Enquanto a guarda se movimentava e a criadagem tentava trazer de volta a normalidade ao palácio de Piergeiron, os heróis foram levados para boa acomodações. Rock protestou contra o risco de uma vez mais serem atacados dormindo sozinho e acabou se acomodando junto com o casal de gnomos. Ryolth Fox e John Falkiner, ao se recolherem, preferiram dedicar as suas orações a Tyr e Kelemvor, respectivamente, Xavier, por sua vez, orou para Oghma, mas também para a deusa da lua. Sirius, por sua vez, deparou-se com alguém sob os lençóis de sua cama.
- Ei, eu conheço você...
- Sou Kiriani, senhor.. - disse a jovem nua sob os lençóis. - Eu fui mandada para servi-lo.
- Bem.. você... não me serve.. melhor sair daqui. Eu tenho que.. que.. que tomar um banho.. - Sirius disse começando a tirar a roupa e dirigindo-se para a grande tina cheia de água no canto oposto do aposento.
- Eu não sou boa para o senhor? - Kiriani levantou-se deixando cair o lençol. - Selune ficará decepcionada comigo...
- Não é isso, eu esperava por Ela.. - ele terminou de se despir, mantendo-se de costas pra ela, mesmo que seus olhos espiassem mantendo-a na periferia de sua visão, e entrou na água. - Não tenho nada a tratar com você.. é apenas isso.. prefiro esperar pela... - as palavras dele foram interrompidas pelas mãos dela, que se debruçou acariciando-lhe o peito. Isso bastou para Sirius tomá-la nos braços e derramar a água da banheira.
Durante as oito horas seguintes, o grupo descansou e se recuperou com a boa comida, as camas confortáveis, os pequenos altares particulares de que dispunham. Quando despertaram, todos tinham tido novamente o mesmo sonho, quase uma continuação do anterior, onde a mulher ruiva transformou-se em um grande hipogrifo e carregava uma elfa verde, um humano e um bando de gnomos para uma floresta. Reuniram-se e resolveram ir ter com o Lorde. Xavier estavam particularmente preocupados, pois suas magias arcanas, ao contrário dos poderes divinos do clérigo e do paladino, não haviam retornado
Na entrada da ala particular do governante, no entanto, foram detidos pelos guardas. Foram informados de que o Lorde Público estava reunido com os 19 Lordes Secretos da cidade e que quando tudo acabasse seriam chamados em seus quartos. Retornaram e todos resolveram por ali ficar. Úrsula e Arnoux curiosos sobre uma assembléia tão importante, escalaram pelo interior da chaminé do quarto e chegaram ao telhado. Eles avaliaram a distância e encontraram a chaminé que corresponderia ao salão do Lorde Piergeiron. Desceram em silêncio e escondidos até conseguirem ouvir o que se discutia lá dentro.

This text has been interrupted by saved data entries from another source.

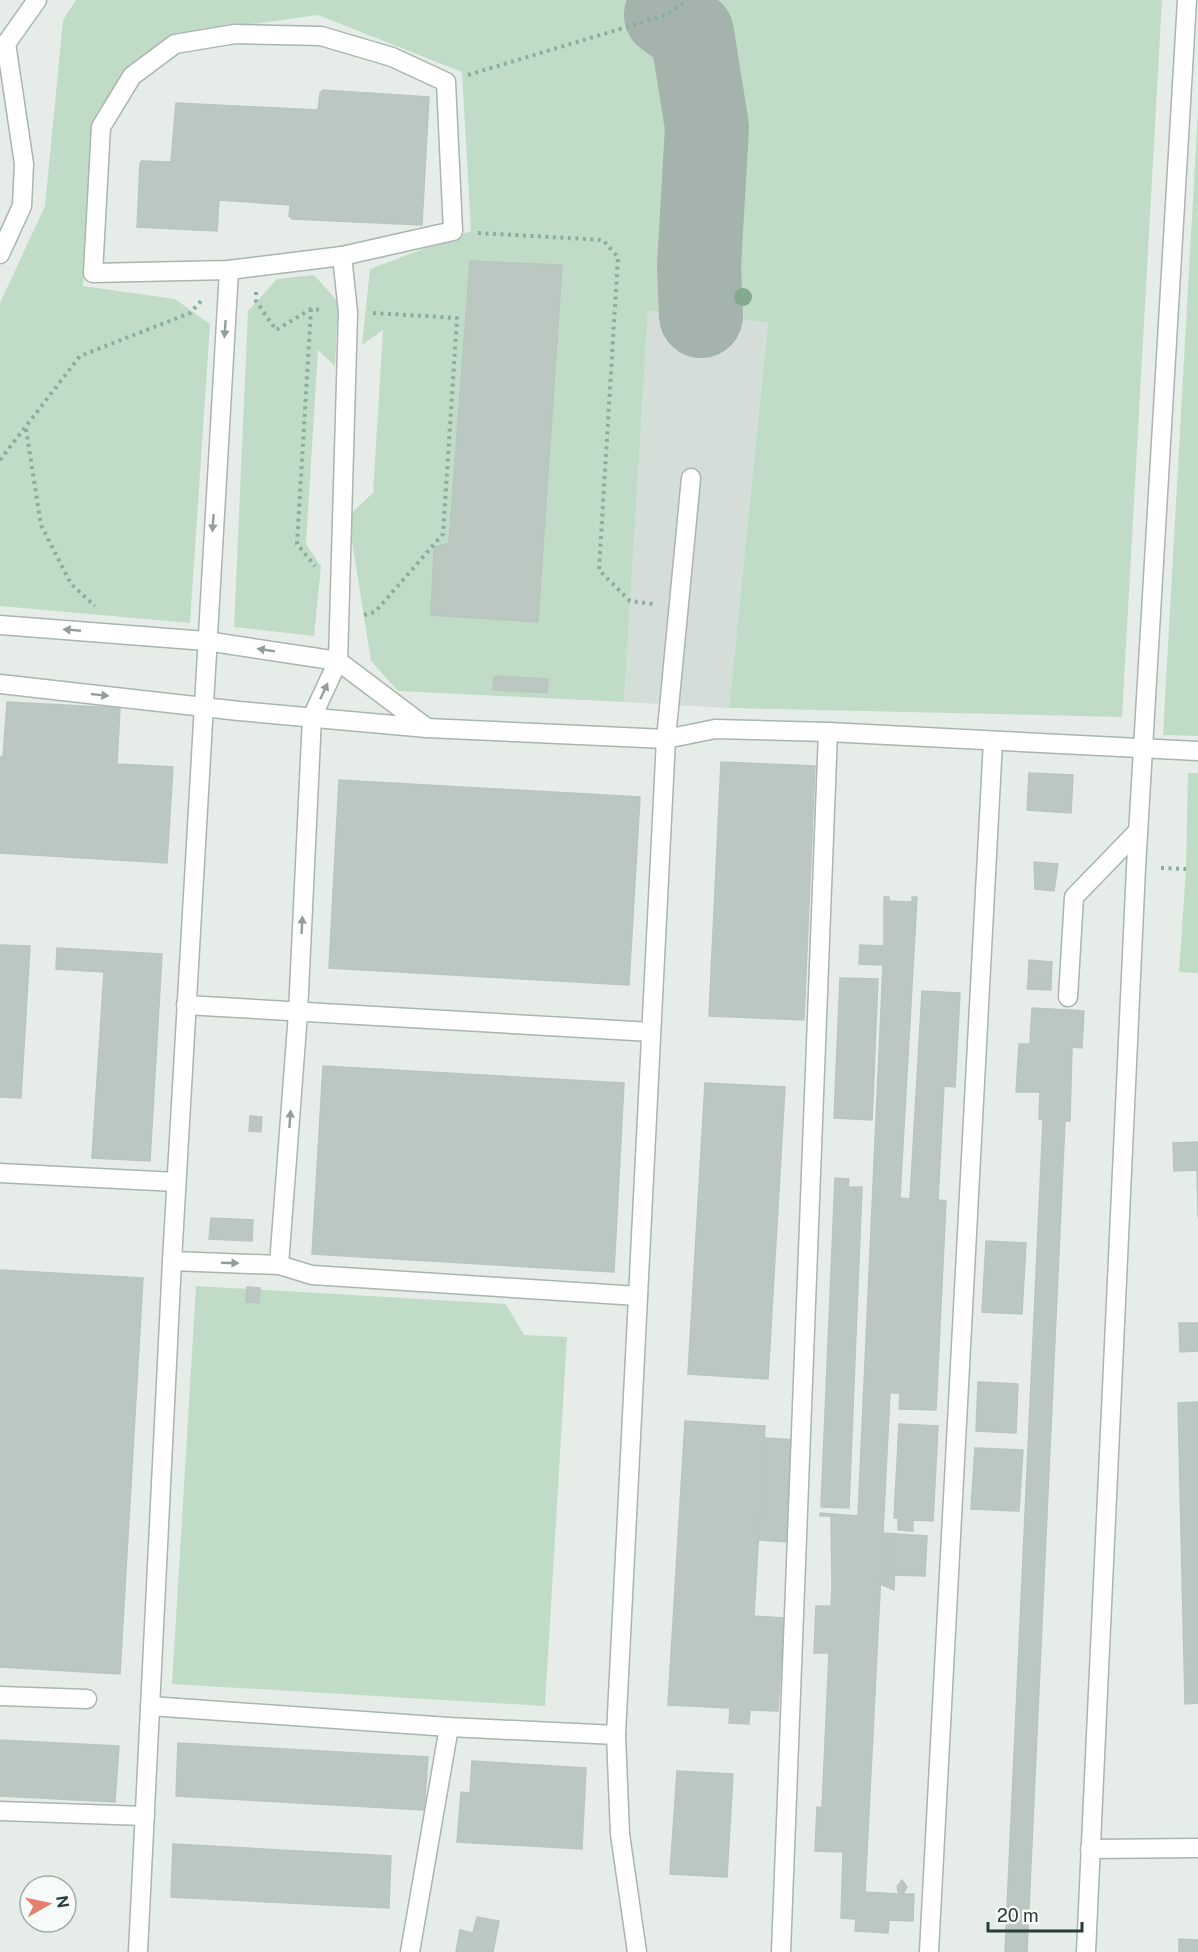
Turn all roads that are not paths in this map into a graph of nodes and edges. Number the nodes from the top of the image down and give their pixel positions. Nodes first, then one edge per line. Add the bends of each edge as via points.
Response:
1 (37, 0) edge
2 (1188, 0) edge
3 (3, 48) edge
4 (0, 254) edge
5 (342, 256) junction
6 (229, 270) junction
7 (691, 478) dead end
8 (0, 624) edge
9 (206, 641) junction
10 (338, 661) junction
11 (0, 684) edge
12 (204, 706) junction
13 (312, 717) junction
14 (427, 728) junction
15 (828, 732) junction
16 (666, 739) junction
17 (993, 741) junction
18 (1143, 748) junction
19 (1198, 751) edge
20 (1138, 831) junction
21 (1068, 997) dead end
22 (186, 1005) junction
23 (298, 1013) junction
24 (651, 1032) junction
25 (0, 1173) edge
26 (176, 1182) junction
27 (172, 1261) junction
28 (279, 1265) junction
29 (638, 1296) junction
30 (0, 1696) edge
31 (87, 1699) dead end
32 (150, 1706) junction
33 (449, 1727) junction
34 (616, 1735) junction
35 (0, 1811) edge
36 (145, 1816) junction
37 (1198, 1848) edge
38 (1090, 1849) junction
39 (138, 1952) edge
40 (410, 1952) edge
41 (637, 1952) edge
42 (781, 1952) edge
43 (929, 1952) edge
44 (1086, 1952) edge

1 - 3 lane
2 - 18 lane
3 - 4 lane via 24,164 22,206
5 - 6 lane
5 - 6 lane via 453,231 446,82 392,57 321,36 235,34 175,44 132,76 101,127 93,273
5 - 10 lane via 348,312
6 -> 9 lane
7 - 16 lane
9 -> 8 lane
10 -> 9 lane
9 - 12 lane
13 -> 10 lane
10 - 14 lane
11 -> 12 lane
12 - 13 lane
12 - 22 lane
13 - 14 lane
23 -> 13 lane
14 - 16 lane
15 - 16 lane via 715,729
15 - 17 lane
15 - 42 lane
16 - 24 lane
17 - 18 lane
17 - 43 lane
18 - 19 lane
18 - 20 lane
20 - 21 lane via 1074,897
20 - 38 lane
22 - 23 lane
22 - 26 lane
23 - 24 lane
28 -> 23 lane
24 - 29 lane
25 - 26 lane
26 - 27 lane
27 -> 28 lane
27 - 32 lane
28 - 29 lane via 312,1275
29 - 34 lane
30 - 31 lane
32 - 33 lane
32 - 36 lane
33 - 34 lane
33 - 40 lane
34 - 41 lane via 620,1834
35 - 36 lane
36 - 39 lane
37 - 38 lane
38 - 44 lane

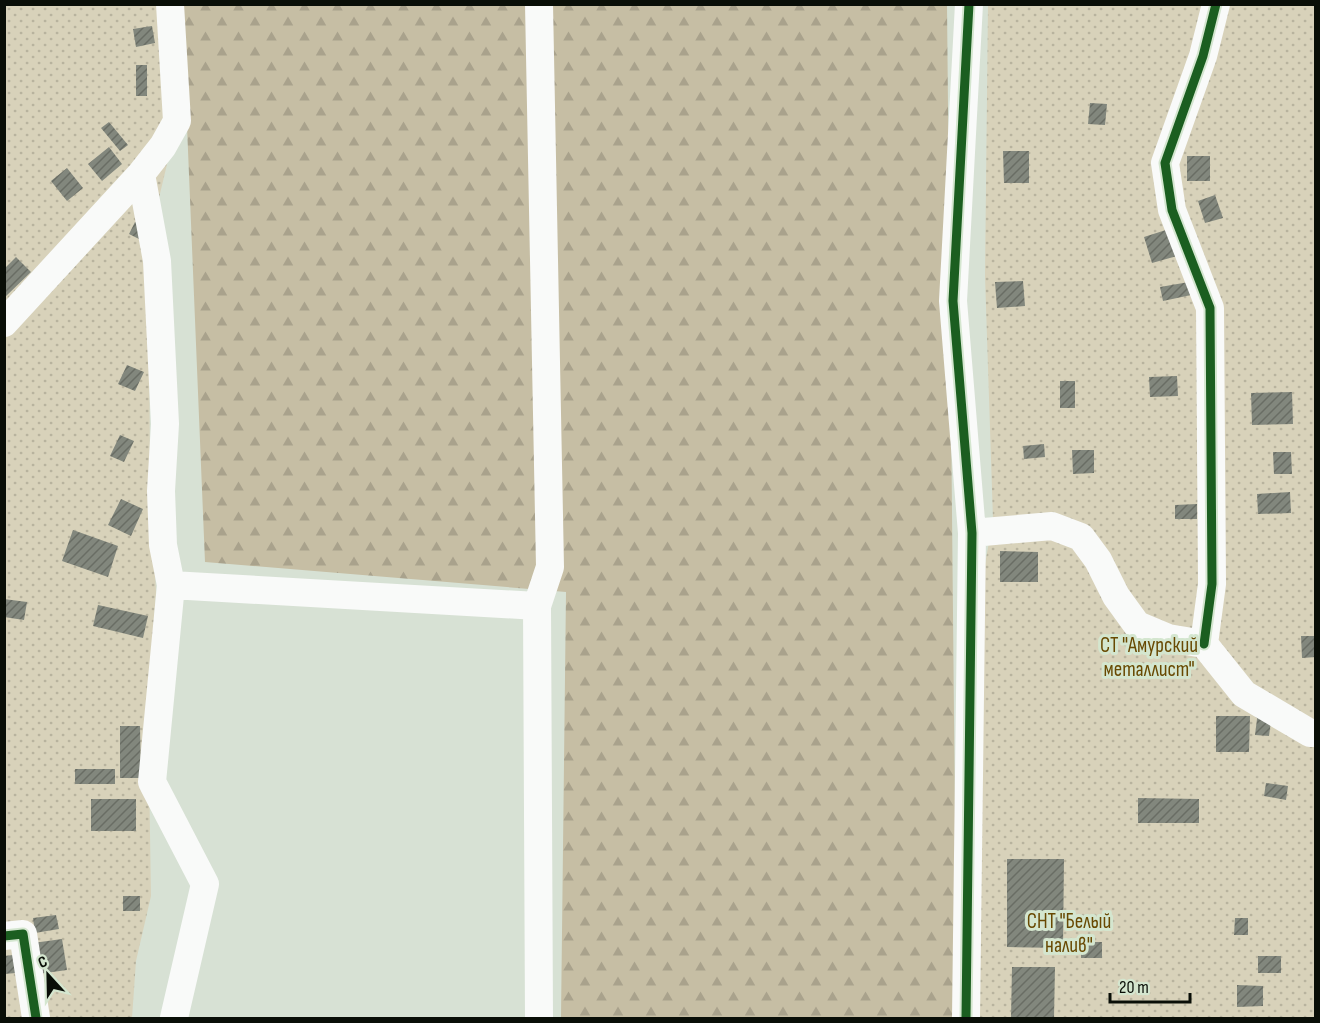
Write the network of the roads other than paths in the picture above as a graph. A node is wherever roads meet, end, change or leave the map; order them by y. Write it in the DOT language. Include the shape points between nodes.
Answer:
graph roads {
  1 [pos="170,4"];
  2 [pos="539,4"];
  3 [pos="969,4"];
  4 [pos="1216,4"];
  5 [pos="141,174"];
  6 [pos="4,323"];
  7 [pos="972,533"];
  8 [pos="171,585"];
  9 [pos="537,606"];
  10 [pos="1204,644"];
  11 [pos="1316,733"];
  12 [pos="4,936"];
  13 [pos="36,1018"];
  14 [pos="174,1018"];
  15 [pos="539,1018"];
  16 [pos="966,1018"];
  1 -- 5 [label="street" via="177,121"];
  2 -- 9 [label="street" via="550,567"];
  3 -- 7 [label="street" via="953,301"];
  4 -- 10 [label="street" via="1203,56 1165,163 1172,210 1210,308 1212,584"];
  5 -- 6 [label="street"];
  5 -- 8 [label="street" via="157,261 165,424 163,545"];
  7 -- 10 [label="street" via="1053,526 1081,537 1137,625 1168,638"];
  7 -- 16 [label="street"];
  8 -- 9 [label="street"];
  8 -- 14 [label="street" via="152,782 205,884"];
  9 -- 15 [label="street"];
  10 -- 11 [label="street" via="1244,694"];
  12 -- 13 [label="street" via="23,934"];
}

- ... mas é inaceitável que obriguemos todos a rezar apenas para uma deusa. - disse uma voz masculina.
- Os tempos são outros, caro Lorde. - Arnoux reconheceu a voz de Piergeiron. - Deuses estão morrendo em nossa cidade!
- Ainda assim, Lorde Público. É inaceitável que obriguemos todo o povo da cidade a rezar apenas para Selune. - disse uma voz feminina.
- Talvez vossas excelências estejam me entendendo errado, milady. O objetivo dessa reunião não é decidir se isso será feito, mas apenas informá-los de que isso SERÁ feito! - O tom de Piergeiron ia se tornando mais firme e alto. - Dois deuses irão invadir Águas Profundas e já estão começando a fazê-lo! Eu irei proteger essa cidade, nem que tenha que decretar lei marcial!!! - Seguiu-se o barulho de um murro sobre a mesa e os burburinhos escandalizados dos demais, fazendo o casal de gnomos perceber que era hora de sair dali. Eles correram de volta para o quarto e ainda sujos de fuligem foram alertar os colegas, quando justamente chegavam os guardas para convocá-los à presença do Lorde Público Piergeiron.